Se é fato, e não há nenhuma novidade que o órgão indigenista oficial, a FUNAI, tem sido ao longo das últimas três décadas, sistematicamente sucateado, e hoje é um amontoado de servidores públicos mal remunerados, com capacidade operacional ínfima, com uma enorme baixo estima, e, salvo algumas exceções, afeitos a práticas clientelistas na relação com os índios e em permanentes disputas por cargos comissionados e pelo direito de viajar, enquanto instrumentos de recomposição do poder aquisitivo, também é verdade que o governo é conhecedor de tal panorama, dado que foi exaustivamente assessorado na fase de transição.

Apesar da sinalização positiva ao início do governo, com a nomeação de um indigenista altamente qualificado para a Presidência da FUNAI, através de um processo democrático, que incluiu consultas a diversos setores e organizações indígenas e indigenistas, nada mais foi realizado no sentido de dar o suporte necessário à construção da nova política indigenista, exaustivamente prometida aos índios à época da campanha e contida no documento "Compromissos com os Povos Indígenas". De fato, nenhum movimento foi realizado no sentido de viabilizar a necessária reestruturação da FUNAI, assim como para a deflagração do processo destinado à realização da Conferência Nacional de Política Indigenista, indispensáveis ao estabelecimento de uma nova relação do Estado Brasileiro com os Povos Indígenas.

Ao contrário, decidiu adotar a estratégias de governos anteriores, e que tanto o PT criticou. Ao primeiro sinal de crise, decorrente da própria indecisão e inércia do governo, substitui o Presidente da FUNAI. Em verdade, as constantes substituições de Presidentes na FUNAI tem sido uma estratégia fartamente utilizada com o único objetivo de ganhar tempo frente as demandas apresentadas pelos índios, visto que, a cada mudança, o sucessor "precisa" de um razoável espaço de tempo para conhecer a instituição e compor sua equipe - fato que invariavelmente tem demandado um período nunca inferior a seis meses - tempo necessário para se instalar o novo processo de "fritura" do Presidente de plantão. Esta tem sido a prática nas últimas décadas.

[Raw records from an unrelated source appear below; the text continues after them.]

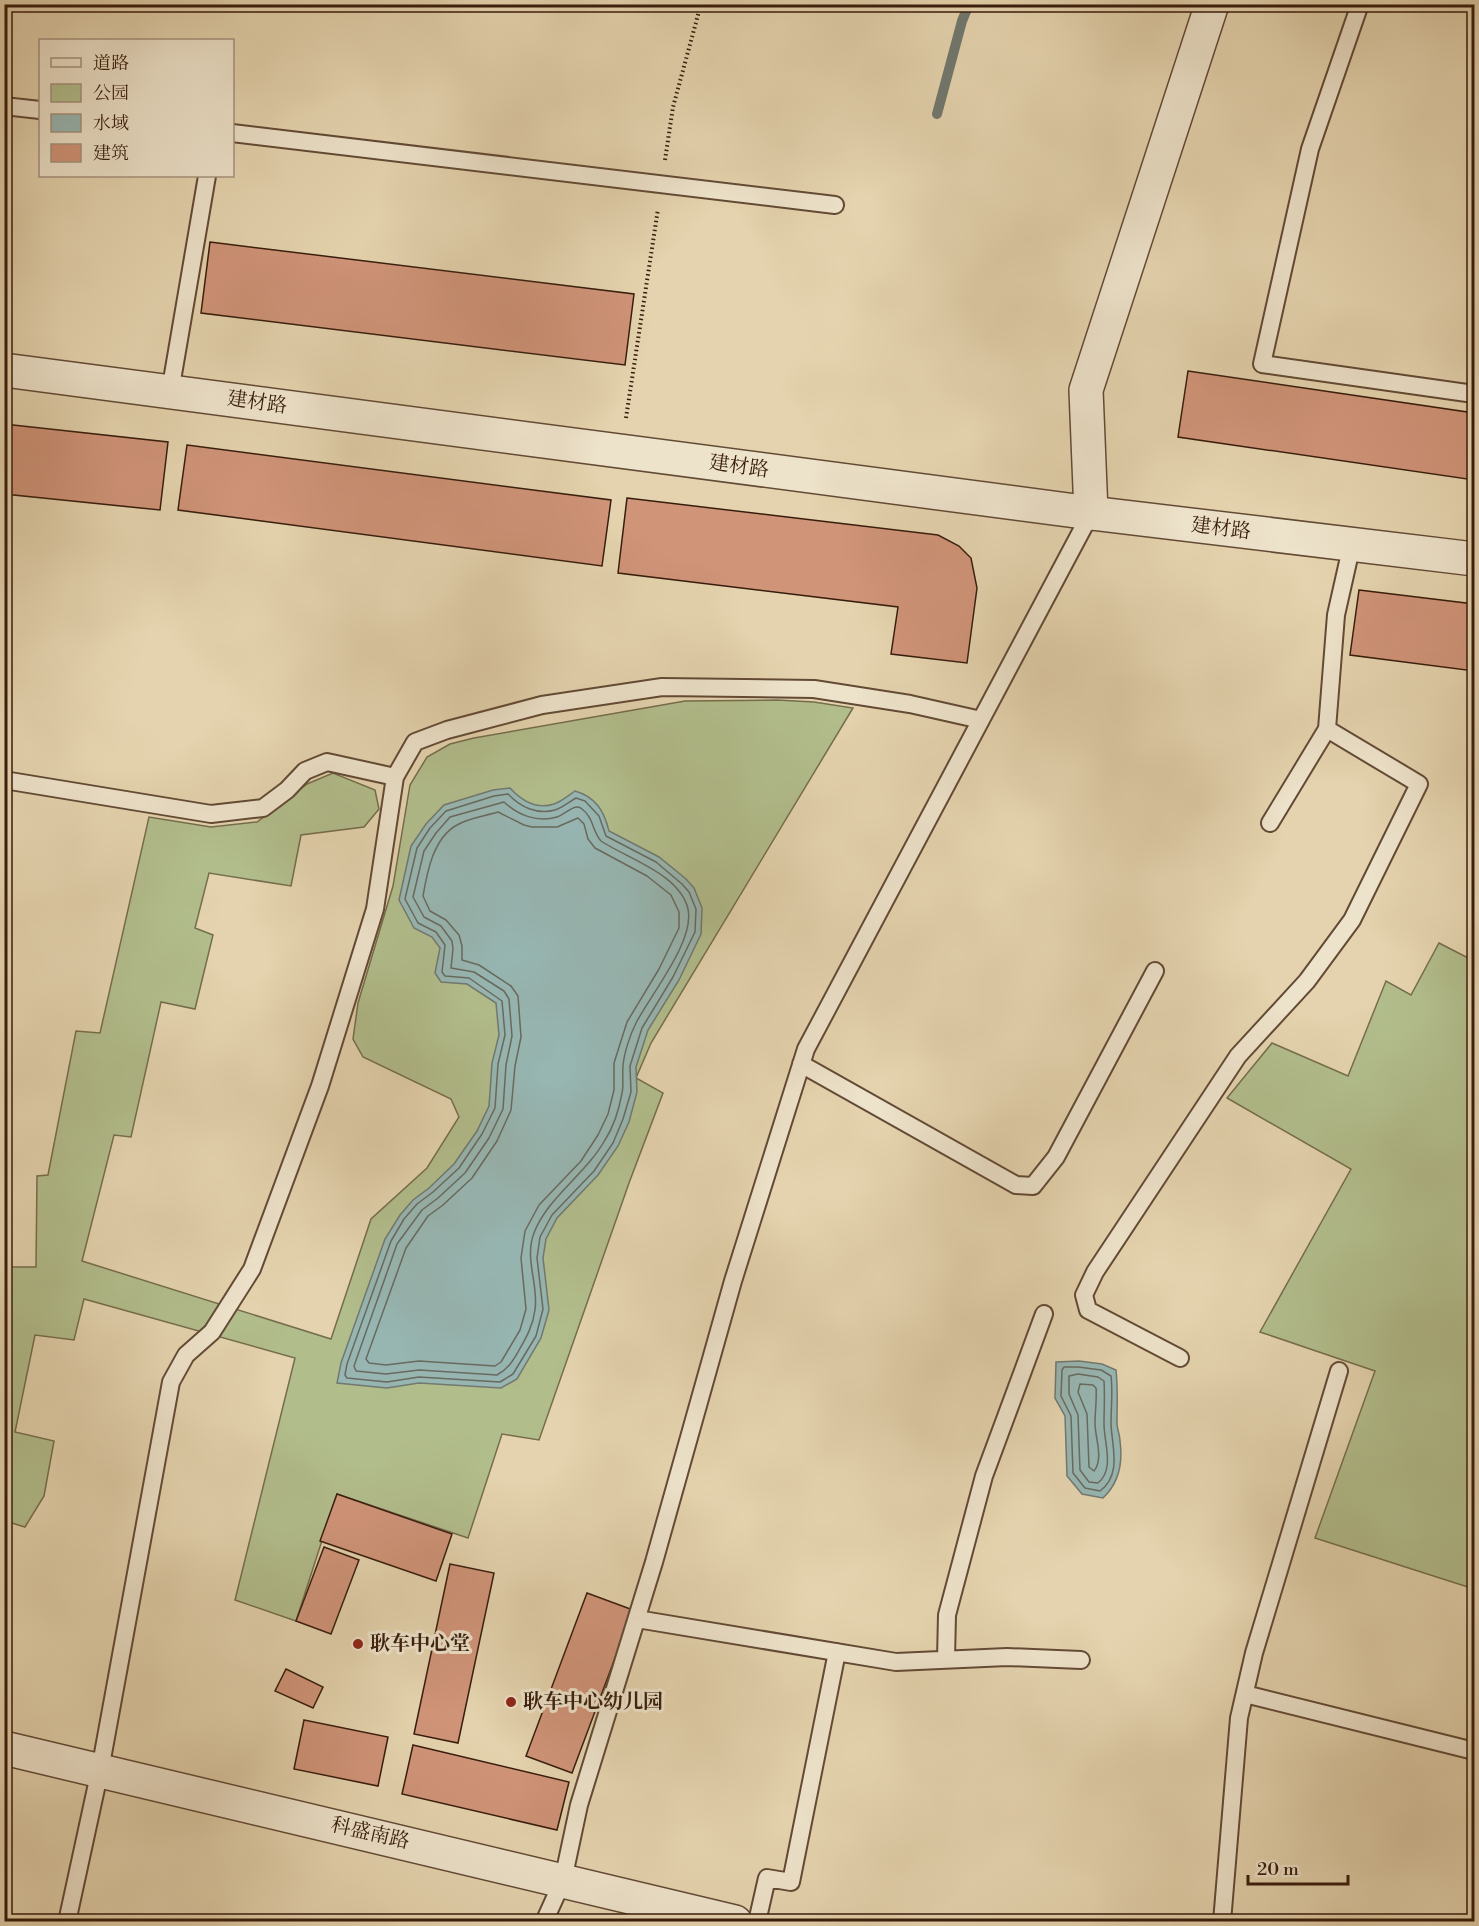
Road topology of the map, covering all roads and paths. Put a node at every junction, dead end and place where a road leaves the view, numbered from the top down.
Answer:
1 (701, 4) edge
2 (1212, 4) edge
3 (1360, 4) edge
4 (4, 106) edge
5 (39, 110) edge
6 (234, 133) edge
7 (207, 177) edge
8 (661, 184) junction
9 (835, 205) dead end
10 (4, 370) edge
11 (170, 392) junction
12 (1474, 394) edge
13 (621, 451) junction
14 (1091, 513) junction
15 (1352, 544) junction
16 (1474, 559) edge
17 (981, 720) junction
18 (1327, 729) junction
19 (395, 777) junction
20 (4, 780) edge
21 (1270, 823) dead end
22 (1155, 971) dead end
23 (801, 1065) junction
24 (1044, 1314) dead end
25 (1179, 1358) dead end
26 (1340, 1371) dead end
27 (637, 1619) junction
28 (837, 1652) junction
29 (946, 1659) junction
30 (1081, 1660) dead end
31 (1245, 1694) junction
32 (4, 1748) edge
33 (1474, 1751) edge
34 (100, 1770) junction
35 (563, 1880) junction
36 (67, 1922) edge
37 (544, 1922) edge
38 (735, 1922) edge
39 (757, 1922) edge
40 (1222, 1922) edge

1 - 8 path
2 - 14 street
3 - 12 lane
4 - 5 lane
6 - 8 lane
7 - 11 lane
8 - 9 lane
8 - 13 path
10 - 11 street, 建材路
11 - 13 street, 建材路
13 - 14 street, 建材路
14 - 15 street, 建材路
14 - 17 lane
15 - 16 street, 建材路
15 - 18 lane
17 - 19 lane
17 - 23 lane
18 - 21 lane
18 - 25 lane
19 - 20 lane
19 - 34 lane
22 - 23 lane
23 - 27 lane
24 - 29 lane
26 - 31 lane
27 - 28 lane
27 - 35 lane
28 - 29 lane
28 - 39 lane
29 - 30 lane
31 - 33 lane
31 - 40 lane
32 - 34 street, 科盛南路
34 - 35 street, 科盛南路
34 - 36 lane
35 - 37 lane
35 - 38 street, 科盛南路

De outro lado, se bem me lembro, o final da década de 70 e a década de 80 foram extremamente férteis e significativas no processo de conquista de direitos dos povos indígenas. A criação da UNI, da SBI, da CPI-SP, CPI-RJ, CPI-AC, CCPY, CTI, CIMI e os inesquecíveis embates destas organizações, de lideranças indígenas (Marçal de Souza, Mário Juruna, Ailton Krenak, Álvaro Tucano, Manuel Apurinã, Marcos Terena...), de setores organizados da sociedade como ABA, SBPC, OAB, e de personalidades (Roberto Cardoso de Oliveira, Eunice Durham, Darcy Ribeiro, Deputado João Cunha, Deputado Modesto da Silveira, Maurício
Correia....) que se colocaram de forma enérgica contra a política genocida do governo e que estabeleceram as bases para a organização e sedimentação de um movimento indígena e indigenista que deu inestimável contribuição na conquista dos direitos reconhecidos pela Constituição de 1988.

Guardadas as devidas proporções, creio que estamos vivendo um período da história que guarda considerável semelhança ao vivido na época acima mencionada, e, por isso mesmo, está a exigir a formação de uma ampla frente, que possa oferecer o suporte necessário a que os Povos Indígenas do Brasil consigam, não só garantir a manutenção dos direitos duramente conquistados e consagrados na Constituição de 1988, hoje visivelmente ameaçados, como também para realizar o esforço necessário para chamar a atenção do núcleo do governo quanto à insensatez da política ora em curso.